Hello Louisiana Lost, Da Wiz has good advice. I found that when my system developed a hum that unplugging and replugging all the patch cords seemed to fix the problem. I think the small amount of current flowing creates corrosion over time, creating a poor connection which invites unwanted 60 cycle hum. Good luck, hope you find the culpret.


----------



## Louisiana Lost (Dec 4, 2021)

Thanks for the advice. I checked a few of the speaker connections and removed all connections from the back of the unit.
I did have an outlet tester, but everything was normal.
Grounding looks good outside.
I haven’t tried grounding to the unit case, but seems odd that after 7 or 8 years it would just start having this issue. 
I will definitely keep checking the remaining speaker connections.
Thanks again.


----------



## gewiz44 (Oct 24, 2007)

You're welcome, the only other thing that comes to mind is do you recall making any changes just prior to the hum occurring? Were there any new lamps or appliances plugged into the same circuit that your Onkyo TX-SR605 receiver is on? I used to pick up hum on my system when my wife used a new hair drier she bought that was plugged into the same circuit breaker. I bought one of those cool disk lightning lamps and found I couldn't use my remote when it was on. Just a thought.


----------



## Da Wiz (May 8, 2019)

Ahh, gewiz44 reminded me... look for ANY lights in your home that are on dimmers.

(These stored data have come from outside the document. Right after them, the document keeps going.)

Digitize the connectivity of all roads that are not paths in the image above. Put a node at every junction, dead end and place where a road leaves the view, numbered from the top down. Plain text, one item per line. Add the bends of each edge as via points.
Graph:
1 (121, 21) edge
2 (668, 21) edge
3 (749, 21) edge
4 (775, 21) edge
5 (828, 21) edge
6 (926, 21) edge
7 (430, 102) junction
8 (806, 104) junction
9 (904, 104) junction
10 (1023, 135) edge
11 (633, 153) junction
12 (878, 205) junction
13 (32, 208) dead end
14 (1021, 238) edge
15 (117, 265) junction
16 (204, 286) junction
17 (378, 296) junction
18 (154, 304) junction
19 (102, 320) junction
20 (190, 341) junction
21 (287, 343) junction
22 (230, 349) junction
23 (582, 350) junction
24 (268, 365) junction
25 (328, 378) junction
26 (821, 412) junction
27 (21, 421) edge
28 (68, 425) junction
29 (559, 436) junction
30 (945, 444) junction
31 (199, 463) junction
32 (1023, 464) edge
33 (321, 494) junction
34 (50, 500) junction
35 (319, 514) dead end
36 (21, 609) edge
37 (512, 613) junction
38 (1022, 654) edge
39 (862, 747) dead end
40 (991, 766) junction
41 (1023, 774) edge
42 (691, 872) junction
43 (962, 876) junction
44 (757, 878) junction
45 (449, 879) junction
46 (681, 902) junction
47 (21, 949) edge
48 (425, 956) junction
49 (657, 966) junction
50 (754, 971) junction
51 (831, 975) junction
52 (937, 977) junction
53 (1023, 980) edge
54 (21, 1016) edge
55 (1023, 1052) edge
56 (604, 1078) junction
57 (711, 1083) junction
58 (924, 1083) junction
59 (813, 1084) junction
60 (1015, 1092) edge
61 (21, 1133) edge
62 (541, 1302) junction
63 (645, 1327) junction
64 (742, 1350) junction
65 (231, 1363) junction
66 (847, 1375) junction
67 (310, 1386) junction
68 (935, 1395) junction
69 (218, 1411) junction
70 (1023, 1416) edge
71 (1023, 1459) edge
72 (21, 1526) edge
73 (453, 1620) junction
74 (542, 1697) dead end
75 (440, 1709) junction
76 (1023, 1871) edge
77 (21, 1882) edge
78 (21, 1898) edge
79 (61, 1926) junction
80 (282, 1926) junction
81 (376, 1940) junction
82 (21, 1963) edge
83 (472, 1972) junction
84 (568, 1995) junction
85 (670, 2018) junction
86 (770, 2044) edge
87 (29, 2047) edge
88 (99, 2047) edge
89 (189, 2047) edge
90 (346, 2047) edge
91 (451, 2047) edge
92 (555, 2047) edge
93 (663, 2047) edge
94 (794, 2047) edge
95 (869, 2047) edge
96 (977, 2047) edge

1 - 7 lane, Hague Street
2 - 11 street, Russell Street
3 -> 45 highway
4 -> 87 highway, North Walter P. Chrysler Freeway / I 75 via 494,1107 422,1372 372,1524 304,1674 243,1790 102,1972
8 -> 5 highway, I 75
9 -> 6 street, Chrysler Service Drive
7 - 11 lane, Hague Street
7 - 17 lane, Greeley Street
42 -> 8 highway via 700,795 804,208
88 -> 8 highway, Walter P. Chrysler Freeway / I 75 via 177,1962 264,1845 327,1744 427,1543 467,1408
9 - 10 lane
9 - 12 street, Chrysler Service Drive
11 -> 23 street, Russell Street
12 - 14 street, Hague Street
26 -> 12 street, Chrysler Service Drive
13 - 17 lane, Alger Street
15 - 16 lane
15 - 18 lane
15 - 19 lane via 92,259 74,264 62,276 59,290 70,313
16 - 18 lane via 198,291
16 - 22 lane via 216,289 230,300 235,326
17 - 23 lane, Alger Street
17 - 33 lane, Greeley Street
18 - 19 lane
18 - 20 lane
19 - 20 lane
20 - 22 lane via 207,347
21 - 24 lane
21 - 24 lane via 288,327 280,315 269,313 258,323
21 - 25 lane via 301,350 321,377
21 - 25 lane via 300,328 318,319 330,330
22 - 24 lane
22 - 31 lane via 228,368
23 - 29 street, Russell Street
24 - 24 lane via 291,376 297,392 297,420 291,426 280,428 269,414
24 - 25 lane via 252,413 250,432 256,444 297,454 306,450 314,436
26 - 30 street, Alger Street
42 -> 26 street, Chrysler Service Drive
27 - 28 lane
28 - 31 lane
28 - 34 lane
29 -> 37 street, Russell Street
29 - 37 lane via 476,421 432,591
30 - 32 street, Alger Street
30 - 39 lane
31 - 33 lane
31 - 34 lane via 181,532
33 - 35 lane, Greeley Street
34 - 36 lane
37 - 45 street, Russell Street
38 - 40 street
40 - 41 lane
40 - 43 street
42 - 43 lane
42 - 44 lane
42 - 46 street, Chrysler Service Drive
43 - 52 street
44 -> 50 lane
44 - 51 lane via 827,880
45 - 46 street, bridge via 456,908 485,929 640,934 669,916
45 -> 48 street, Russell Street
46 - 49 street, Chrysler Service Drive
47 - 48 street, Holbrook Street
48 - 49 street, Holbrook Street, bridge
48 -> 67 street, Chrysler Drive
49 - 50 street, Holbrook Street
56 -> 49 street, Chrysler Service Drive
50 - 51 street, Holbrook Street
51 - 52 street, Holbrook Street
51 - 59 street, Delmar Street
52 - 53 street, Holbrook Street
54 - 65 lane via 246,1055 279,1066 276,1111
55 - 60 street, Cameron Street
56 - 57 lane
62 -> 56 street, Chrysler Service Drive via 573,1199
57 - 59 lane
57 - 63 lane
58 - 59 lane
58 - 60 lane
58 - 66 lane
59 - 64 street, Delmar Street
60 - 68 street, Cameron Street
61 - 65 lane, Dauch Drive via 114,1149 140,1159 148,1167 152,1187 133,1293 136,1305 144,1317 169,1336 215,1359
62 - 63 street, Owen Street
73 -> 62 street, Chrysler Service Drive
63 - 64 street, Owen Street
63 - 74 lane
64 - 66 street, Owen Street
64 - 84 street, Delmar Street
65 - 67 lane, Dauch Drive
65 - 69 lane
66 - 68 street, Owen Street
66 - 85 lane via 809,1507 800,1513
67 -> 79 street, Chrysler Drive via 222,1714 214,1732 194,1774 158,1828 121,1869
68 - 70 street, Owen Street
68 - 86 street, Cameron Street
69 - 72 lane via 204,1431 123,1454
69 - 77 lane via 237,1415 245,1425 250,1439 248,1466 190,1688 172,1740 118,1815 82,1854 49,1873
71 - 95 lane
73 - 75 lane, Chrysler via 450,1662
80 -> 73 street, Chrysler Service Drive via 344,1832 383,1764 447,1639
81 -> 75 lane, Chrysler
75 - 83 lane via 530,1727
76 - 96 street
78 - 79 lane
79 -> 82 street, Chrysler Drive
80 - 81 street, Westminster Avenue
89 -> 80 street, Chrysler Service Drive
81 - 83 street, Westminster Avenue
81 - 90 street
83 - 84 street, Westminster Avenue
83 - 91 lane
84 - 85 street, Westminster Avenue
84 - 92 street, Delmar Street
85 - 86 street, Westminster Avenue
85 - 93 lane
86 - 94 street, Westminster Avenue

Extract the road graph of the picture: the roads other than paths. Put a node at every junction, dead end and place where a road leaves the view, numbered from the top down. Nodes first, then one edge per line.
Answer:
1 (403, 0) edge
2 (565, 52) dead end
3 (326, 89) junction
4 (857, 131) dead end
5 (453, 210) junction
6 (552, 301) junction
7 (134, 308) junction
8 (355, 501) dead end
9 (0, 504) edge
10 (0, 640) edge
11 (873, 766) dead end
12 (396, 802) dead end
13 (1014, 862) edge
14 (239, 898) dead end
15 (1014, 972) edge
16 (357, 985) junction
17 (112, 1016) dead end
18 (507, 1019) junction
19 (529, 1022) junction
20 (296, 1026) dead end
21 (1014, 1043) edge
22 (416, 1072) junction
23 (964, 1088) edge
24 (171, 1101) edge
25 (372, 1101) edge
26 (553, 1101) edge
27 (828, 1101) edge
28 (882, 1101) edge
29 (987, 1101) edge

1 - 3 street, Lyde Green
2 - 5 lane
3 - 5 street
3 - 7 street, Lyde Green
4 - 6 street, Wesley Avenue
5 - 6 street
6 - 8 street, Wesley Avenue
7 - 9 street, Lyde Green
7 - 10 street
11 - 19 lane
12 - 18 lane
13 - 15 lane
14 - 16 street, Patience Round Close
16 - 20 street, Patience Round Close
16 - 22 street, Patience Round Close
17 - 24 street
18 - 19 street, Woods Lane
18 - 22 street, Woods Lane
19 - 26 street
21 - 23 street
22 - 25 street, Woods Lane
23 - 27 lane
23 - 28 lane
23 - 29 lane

I have found that some types of lamps that are on dimmers can induce hum in an audio system. I cannot find any correlation between resistive dimming versus "switching" dimming (that turns the power on and off very quickly... the more dim the light, the fewer the number of voltage bumps... the less dimmed the light is, the fewer low voltage moments. This switching can appear as hum. Turn all lights in the house OFF completely. Any lights you have on a dimmer... turn on one at a time to see if any of them cause a hum in the audio system.


----------